● **DESCRIPTION OF THE TASK**: Return the entries below word for word. No picture belongs in the copy.

● **RECORDS TO PROCESS**:
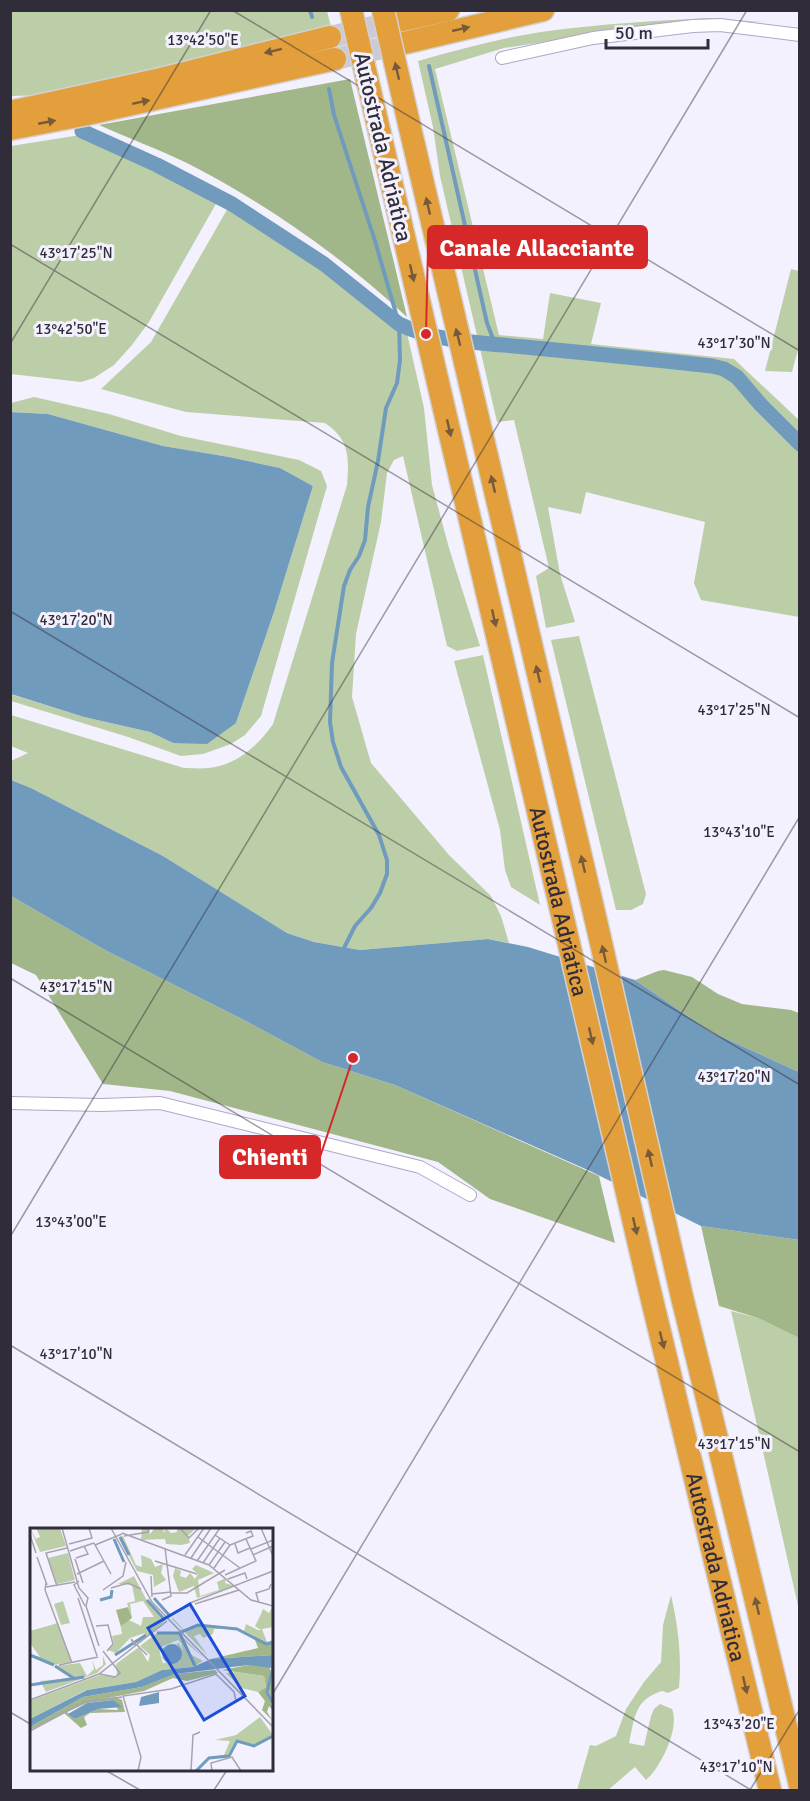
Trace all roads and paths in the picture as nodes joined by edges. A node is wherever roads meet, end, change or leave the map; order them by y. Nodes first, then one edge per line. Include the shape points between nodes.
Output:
1 (351, 10) edge
2 (448, 10) edge
3 (543, 10) edge
4 (391, 16) edge
5 (800, 35) edge
6 (330, 37) tunnel mouth
7 (404, 43) tunnel mouth
8 (502, 58) dead end
9 (335, 59) tunnel mouth
10 (76, 108) junction
11 (10, 112) edge
12 (10, 129) edge
13 (10, 1103) edge
14 (470, 1195) dead end
15 (800, 1785) edge
16 (770, 1791) edge

1 -> 16 highway, Autostrada Adriatica, bridge
2 - 4 highway
7 -> 3 highway
15 -> 4 highway, Autostrada Adriatica, bridge via 682,1297 410,128
5 - 8 street via 720,25 693,26 594,38
6 -> 10 highway
10 -> 9 highway
10 - 11 highway
12 -> 10 highway
13 - 14 street via 159,1103 420,1167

● **SOLUTION TO THIS PROBLEM**:
Trace all roads and paths in the picture as nodes joined by edges. A node is wherever roads meet, end, change or leave the map; order them by y. Nodes first, then one edge per line. Include the shape points between nodes.
Output:
1 (351, 10) edge
2 (448, 10) edge
3 (543, 10) edge
4 (391, 16) edge
5 (800, 35) edge
6 (330, 37) tunnel mouth
7 (404, 43) tunnel mouth
8 (502, 58) dead end
9 (335, 59) tunnel mouth
10 (76, 108) junction
11 (10, 112) edge
12 (10, 129) edge
13 (10, 1103) edge
14 (470, 1195) dead end
15 (800, 1785) edge
16 (770, 1791) edge

1 -> 16 highway, Autostrada Adriatica, bridge
2 - 4 highway
7 -> 3 highway
15 -> 4 highway, Autostrada Adriatica, bridge via 682,1297 410,128
5 - 8 street via 720,25 693,26 594,38
6 -> 10 highway
10 -> 9 highway
10 - 11 highway
12 -> 10 highway
13 - 14 street via 159,1103 420,1167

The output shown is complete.